Im Jahr 2019 bauten Prof. Dr.  Jacco Pekelder und Dr. Joost Augusteijn auf dieser Theorie auf, indem sie das Konzept der ‚Terrorist Constituency‘ weiterfassten und sich auf die Entwicklungen innerhalb dieser fokussierten. Um ein vollständiges Verständnis eines Konflikts zwischen Terroristen und Staat und vor allem des Lebenszyklus terroristischer Organisationen zu erlangen, argumentieren sie, sei es entscheidend, die Dynamiken innerhalb der breiteren ‚Constituency‘ besser zu verstehen. Indem ich die Debatten innerhalb der ‚Constituency‘ der westdeutschen linken militanten Gruppen der 1970er Jahre untersuche, möchte ich diesen Ansatz weiterverfolgen und folgende Frage beantworten: Inwiefern wurden die Handlungen und Absichten der linken militanten Gruppen in Westdeutschland in den 1970er Jahren durch die Debatten innerhalb ihrer ‚Constituency‘ beeinflusst?

Die Prämisse meines Forschungsprojekts ist, dass militante Gruppen eine gewisse Zustimmung oder Anerkennung von dem brauchen, was sie als ihre ‚Constituency‘ betrachten. Ohne diese Zustimmung hören sie auf zu existieren. Um diese Zustimmung zu erhalten, verfolgten die militanten Gruppen genau, was ihre ‚Constituency‘ über sie dachte, und passten von Zeit zu Zeit ihre Taktiken an. Obwohl die Umgebung militanter Gruppen zunehmend in den Fokus der Forschung gerückt ist, beschränken sich viele Untersuchungen auf das direkte Umfeld dieser Gruppen. In meinem Projekt werde ich das breitere Umfled betrachten, also den Teil, der nicht in direktem Kontakt mit den militanten Gruppen stand, aber durch seinen Diskurs dennoch Einfluss auf sie ausübte.

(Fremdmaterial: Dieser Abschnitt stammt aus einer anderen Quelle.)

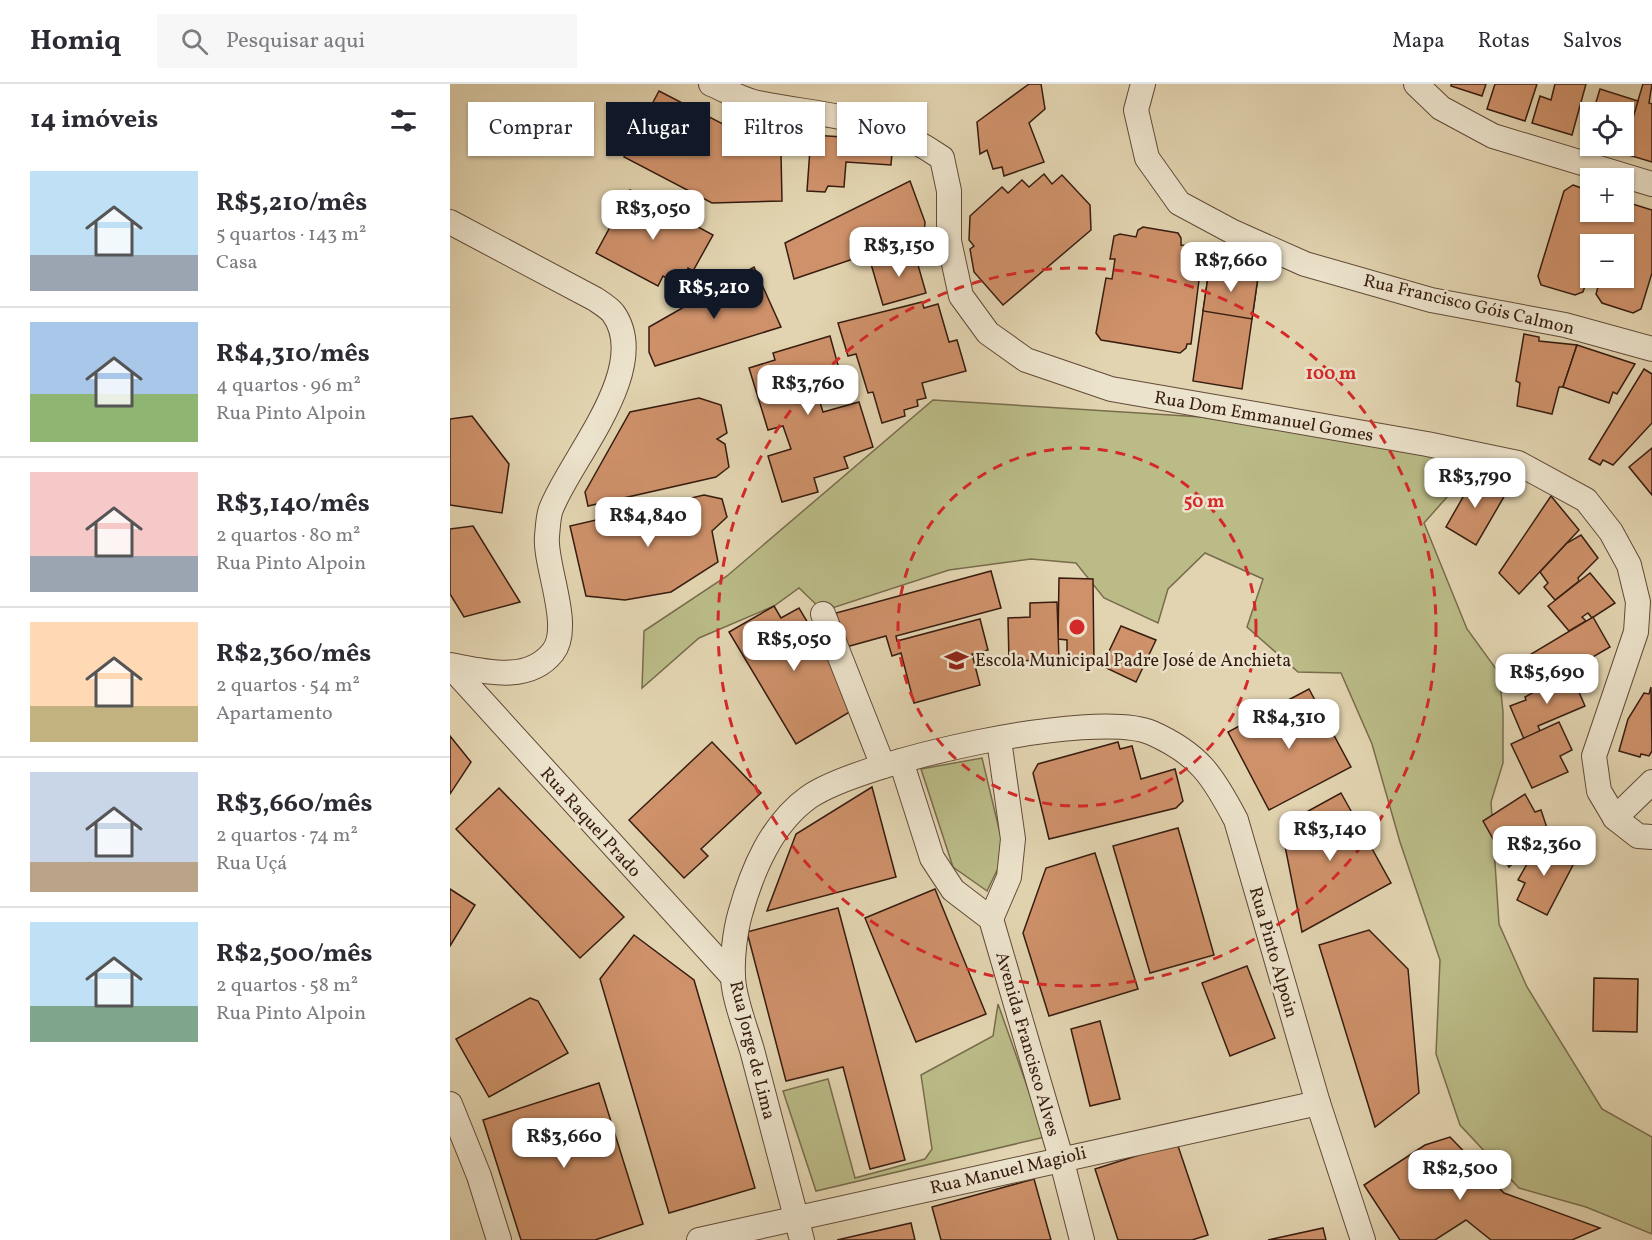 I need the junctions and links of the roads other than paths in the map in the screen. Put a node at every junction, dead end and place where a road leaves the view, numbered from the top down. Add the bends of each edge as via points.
1 (711, 84) edge
2 (1143, 84) edge
3 (1416, 84) edge
4 (1652, 183) edge
5 (450, 222) edge
6 (1652, 349) edge
7 (823, 614) dead end
8 (450, 665) edge
9 (999, 740) junction
10 (892, 763) junction
11 (1652, 782) edge
12 (1615, 818) junction
13 (1652, 837) edge
14 (991, 919) junction
15 (733, 977) junction
16 (1318, 1103) junction
17 (450, 1104) edge
18 (1061, 1158) junction
19 (799, 1229) edge
20 (499, 1240) edge
21 (699, 1240) edge
22 (1082, 1240) edge
23 (1363, 1240) edge

1 - 12 street, Rua Dom Emmanuel Gomes via 756,102 832,113 874,124 916,140 942,158 949,191 949,241 962,296 988,333 1026,360 1111,389 1518,462 1586,500 1611,532 1629,565 1638,602 1636,632 1594,756 1599,791
2 - 6 street, Rua Francisco Góis Calmon via 1136,110 1147,158 1179,202 1233,232 1305,264 1431,300 1565,325
3 - 4 street via 1441,108 1493,136
5 - 8 street via 595,299 613,313 621,332 624,357 601,419 550,510 547,542 559,628 554,651 534,668 499,674
7 - 10 street
8 - 15 street, Rua Raquel Prado
9 - 10 street, Rua Pinto Alpoin
9 - 14 street via 1013,838 1009,878
9 - 16 street, Rua Pinto Alpoin via 1053,728 1106,726 1150,732 1190,753 1215,779 1236,820
10 - 14 street via 932,858 953,890
10 - 15 street, Rua Jorge de Lima via 859,772 810,796 786,818 760,857 739,916
11 - 12 street
12 - 13 street, Rua Dom Emmanuel Gomes via 1638,836
14 - 18 street, Avenida Francisco Alves
15 - 19 street, Rua Jorge de Lima
16 - 18 street, Rua Manuel Magioli
16 - 23 street, Rua Pinto Alpoin
17 - 20 street
18 - 19 street, Rua Manuel Magioli
18 - 22 street, Avenida Francisco Alves
19 - 21 street, Rua Manuel Magioli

Um die Hauptfrage zu beantworten, werde ich eine Kombination aus quantitativen und qualitativen Quellen verwenden. Durch Diskursanalysen und Process tracing werde ich versuchen, die Debatten innerhalb der ‚Constituency‘ zu rekonstruieren. Mein Ziel ist es, den sich entwickelnden Diskurs über den Einsatz von Gewalt innerhalb der ‚Constituency‘ aufzuzeigen und zu untersuchen, inwiefern dies die militanten Gruppen selbst beeinflusste. Für dieses Forschungsprojekt werde ich drei Case Studies zu verschiedenen Teilen der ‚Constituency‘ untersuchen.